### Work order
With nothing left out, repeat every entry exactly.

**********

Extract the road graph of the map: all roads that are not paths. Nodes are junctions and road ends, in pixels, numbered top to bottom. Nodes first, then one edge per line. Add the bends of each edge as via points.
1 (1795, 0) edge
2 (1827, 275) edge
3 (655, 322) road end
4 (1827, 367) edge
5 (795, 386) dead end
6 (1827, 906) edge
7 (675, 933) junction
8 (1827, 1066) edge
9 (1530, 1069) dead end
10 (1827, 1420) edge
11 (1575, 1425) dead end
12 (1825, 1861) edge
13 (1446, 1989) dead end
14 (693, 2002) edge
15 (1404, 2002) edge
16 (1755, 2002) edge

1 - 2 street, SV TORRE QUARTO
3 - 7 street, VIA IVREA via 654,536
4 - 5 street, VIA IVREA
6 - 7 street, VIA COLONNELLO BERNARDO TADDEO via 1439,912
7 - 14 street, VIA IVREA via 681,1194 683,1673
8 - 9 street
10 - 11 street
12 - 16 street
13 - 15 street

**********

### Reply
Extract the road graph of the map: all roads that are not paths. Nodes are junctions and road ends, in pixels, numbered top to bottom. Nodes first, then one edge per line. Add the bends of each edge as via points.
1 (1795, 0) edge
2 (1827, 275) edge
3 (655, 322) road end
4 (1827, 367) edge
5 (795, 386) dead end
6 (1827, 906) edge
7 (675, 933) junction
8 (1827, 1066) edge
9 (1530, 1069) dead end
10 (1827, 1420) edge
11 (1575, 1425) dead end
12 (1825, 1861) edge
13 (1446, 1989) dead end
14 (693, 2002) edge
15 (1404, 2002) edge
16 (1755, 2002) edge

1 - 2 street, SV TORRE QUARTO
3 - 7 street, VIA IVREA via 654,536
4 - 5 street, VIA IVREA
6 - 7 street, VIA COLONNELLO BERNARDO TADDEO via 1439,912
7 - 14 street, VIA IVREA via 681,1194 683,1673
8 - 9 street
10 - 11 street
12 - 16 street
13 - 15 street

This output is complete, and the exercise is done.